Fury, Wilder Kept Apart After Sparks Fly At Press Conference
Tyson Fury and Deontay Wilder were prevented from a face-off as insults and expletives filled the air at an ill-tempered final press conference on Wednesday for their heavyweight world title fight.
Fury puts his World Boxing Council heavyweight belt on the line in Las Vegas on Saturday when he meets Wilder for the third time, 20 months after knocking out the American in their second fight.
Wednesday’s press conference — broadcast live on US television — saw profanities and sparks fly as Fury taunted Wilder over the circumstances of his defeat to the self-styled “Gypsy King” last year.
As the barbs escalated, the host of the press conference sought to bring both fighters together for a traditional face-to-face stare-down — only for Fury’s promoter Bob Arum to veto the confrontation.
Fury and Wilder — who clashed at a press conference ahead of their first fight in Los Angeles in 2018 — were hustled off the stage shortly afterwards.
It brought an end to a fractious encounter at the MGM Grand Garden Arena, which turned ugly when Fury confronted Wilder over the American’s accusations of cheating by Fury during the last fight.
Wilder has accused Fury of tampering with his gloves for the second fight — where Fury dominated to score a seventh-round knockout — to inflict more damage.
Wilder had also accused former trainer Mark Breland of spiking his own water, as well as blaming a heavy costume used during his ring walk for making him tired.
Wilder stood by his various cheating claims when quizzed on them Wednesday.
“I will go to my grave believing in what I believe in,” Wilder said.
“I know things for a fact. I have confirmation and clarity over a lot of things. Men lie, women lie, but your eyes don’t lie what they see.”
‘Weak Mental Person’
But Wilder’s comments were dismissed by Fury as the words of an “unwell person.”
“He accused me of everything, accused his team, his trainer, the suit, injuries. Who else did he accuse — oh yeah, the Nevada State Athletic Commission, they were in on it as well. And the referee,” said Fury (30-0-1, with 21 knockouts).
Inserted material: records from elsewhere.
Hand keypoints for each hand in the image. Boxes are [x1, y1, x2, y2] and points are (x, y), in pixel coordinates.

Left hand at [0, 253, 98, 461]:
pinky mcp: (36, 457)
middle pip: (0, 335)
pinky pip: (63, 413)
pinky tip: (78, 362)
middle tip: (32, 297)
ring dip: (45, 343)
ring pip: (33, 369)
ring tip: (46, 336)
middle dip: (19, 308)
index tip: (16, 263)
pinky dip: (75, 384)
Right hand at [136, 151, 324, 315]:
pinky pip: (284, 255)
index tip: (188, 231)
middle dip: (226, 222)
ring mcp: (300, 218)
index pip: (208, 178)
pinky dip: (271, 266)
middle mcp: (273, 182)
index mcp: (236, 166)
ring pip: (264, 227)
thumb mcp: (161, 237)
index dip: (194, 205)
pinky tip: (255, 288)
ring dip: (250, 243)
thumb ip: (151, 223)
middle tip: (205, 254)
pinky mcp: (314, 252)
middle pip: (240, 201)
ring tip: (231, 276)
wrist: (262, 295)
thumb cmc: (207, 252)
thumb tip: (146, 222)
“Maybe if he’d come out with one of these excuses it would have been believable – but not 15, come on.
“He can believe what he wants. But what it tells me is that he’s a weak mental person, who I will knock spark out on Saturday night.”
Asked for his final comments, Wilder, replied: “I just tell you guys to prepare yourselves for the battlefield and get ready for war.”
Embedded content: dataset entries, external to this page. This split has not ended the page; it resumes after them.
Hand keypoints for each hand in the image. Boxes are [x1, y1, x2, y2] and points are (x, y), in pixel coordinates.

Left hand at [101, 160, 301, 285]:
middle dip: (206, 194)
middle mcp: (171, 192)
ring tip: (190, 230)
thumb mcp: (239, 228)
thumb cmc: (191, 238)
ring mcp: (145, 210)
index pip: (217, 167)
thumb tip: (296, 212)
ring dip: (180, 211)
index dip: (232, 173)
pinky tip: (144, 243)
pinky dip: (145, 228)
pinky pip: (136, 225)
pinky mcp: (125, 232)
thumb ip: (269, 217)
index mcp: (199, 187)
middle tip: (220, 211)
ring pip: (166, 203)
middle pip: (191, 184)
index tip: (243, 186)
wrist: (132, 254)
Fury meanwhile returned to his earlier theme, zeroing in on Wilder’s comments about the circumstances of his loss in the second fight.
“Wilder said I only won the second fight because I cheated,” Fury said.
“But then he goes and changes his whole team and training, says he’s training as hard as ever.
“So I have to ask the question ‘If I only won because I cheated, what was the point of changing everything?’ Can anyone answer that question? I know he can’t because he doesn’t have the brains to,” Fury said, gesturing at Wilder.
“He says he wants to do bad things to me, and hurt me and he’s got all this anger and malice and aggression. I don’t want to hurt Deontay Wilder. I just want to beat him in a fight.
“He knows what he’s saying is lies. And deep down in his soul, he knows that he lost. He lost the first time, he lost the second time and he’s going to lose the third time. And afterwards he’ll be back working in that fast-food chain that he was working at earlier in his career – retired.”